A prosa de Jeftanovic é voraz, trágica e lírica, sua naturalidade encanta e constrange. Sem meio termos, oscila entre repulsa e fascínio, e perdura o desconfortável. O infamiliar*

*No texto da quarta capa, é citado unheimlich (alemão; tradução literal: repugnante), conceito desenvolvido por Freud, a partir do conto O homem da areia (E. T. A. Hoffmann), que transmite a ideia de quando “estamos diante de algo profundamente perturbador, todavia estranhamente familiar.” Em português, o termo corresponde ao “inquietante”, “estranho familiar” e “infamiliar”, como na nova edição do livro publicado pela editora Autêntica: O infamiliar [Das Unheimliche] – Edição comemorativa bilíngue (1919-2019).  

A língua dentro da boca podia preservar o sabor que está a ponto de se extinguir. Esfregava os nós dos dedos até arrancar um pedaço de pele, que ficava girando feito uma biruta; a verdade é que eu não sangrava pelo lugar onde habia me ferido.

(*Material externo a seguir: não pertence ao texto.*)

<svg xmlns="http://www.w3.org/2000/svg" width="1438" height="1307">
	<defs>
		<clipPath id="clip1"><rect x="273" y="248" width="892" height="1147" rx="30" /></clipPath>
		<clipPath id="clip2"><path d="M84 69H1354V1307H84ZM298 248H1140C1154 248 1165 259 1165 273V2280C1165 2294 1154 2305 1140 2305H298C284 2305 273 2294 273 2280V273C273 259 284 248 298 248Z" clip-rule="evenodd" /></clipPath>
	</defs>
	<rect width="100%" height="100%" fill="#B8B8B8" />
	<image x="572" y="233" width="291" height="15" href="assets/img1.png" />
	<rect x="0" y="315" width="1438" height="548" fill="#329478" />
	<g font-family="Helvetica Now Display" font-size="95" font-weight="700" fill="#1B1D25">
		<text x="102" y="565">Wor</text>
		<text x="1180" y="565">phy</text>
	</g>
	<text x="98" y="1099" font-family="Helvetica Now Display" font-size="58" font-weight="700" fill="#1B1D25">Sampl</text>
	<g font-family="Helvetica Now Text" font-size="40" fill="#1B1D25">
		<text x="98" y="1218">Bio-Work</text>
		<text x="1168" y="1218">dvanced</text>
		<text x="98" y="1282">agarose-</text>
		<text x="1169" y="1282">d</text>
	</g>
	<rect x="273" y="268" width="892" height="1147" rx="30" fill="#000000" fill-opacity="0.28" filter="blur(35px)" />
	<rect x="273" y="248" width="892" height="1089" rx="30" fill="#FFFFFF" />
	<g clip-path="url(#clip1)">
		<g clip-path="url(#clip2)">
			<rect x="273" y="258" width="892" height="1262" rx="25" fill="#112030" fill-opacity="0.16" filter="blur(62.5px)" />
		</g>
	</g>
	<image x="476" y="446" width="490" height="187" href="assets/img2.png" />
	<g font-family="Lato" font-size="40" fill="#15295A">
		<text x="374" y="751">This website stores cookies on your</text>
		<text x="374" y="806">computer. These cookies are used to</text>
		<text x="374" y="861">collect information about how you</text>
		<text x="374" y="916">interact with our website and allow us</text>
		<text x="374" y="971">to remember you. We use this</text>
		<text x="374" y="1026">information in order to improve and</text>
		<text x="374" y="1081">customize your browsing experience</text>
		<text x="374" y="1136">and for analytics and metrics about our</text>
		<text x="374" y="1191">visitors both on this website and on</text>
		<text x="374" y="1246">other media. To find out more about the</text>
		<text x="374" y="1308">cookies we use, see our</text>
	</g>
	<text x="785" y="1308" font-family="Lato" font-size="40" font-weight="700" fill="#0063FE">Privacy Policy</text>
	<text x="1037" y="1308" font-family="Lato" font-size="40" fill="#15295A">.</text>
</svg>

Primogênito; Andrea Jeftanovic

A todo momento, temos a impressão de que tudo que nos é narrado deveria permanecer oculto, mas vem à tona. Como se fosse algo proibido e no exato instante em que as palavras nos são dadas, deixamos de ser leitores e nos tornamos cúmplices

A falsa inocência do título da coletânea é desmontada no primeiro conto e nos revela, logo de início, a profundidade entre temores e perturbações que leremos a seguir.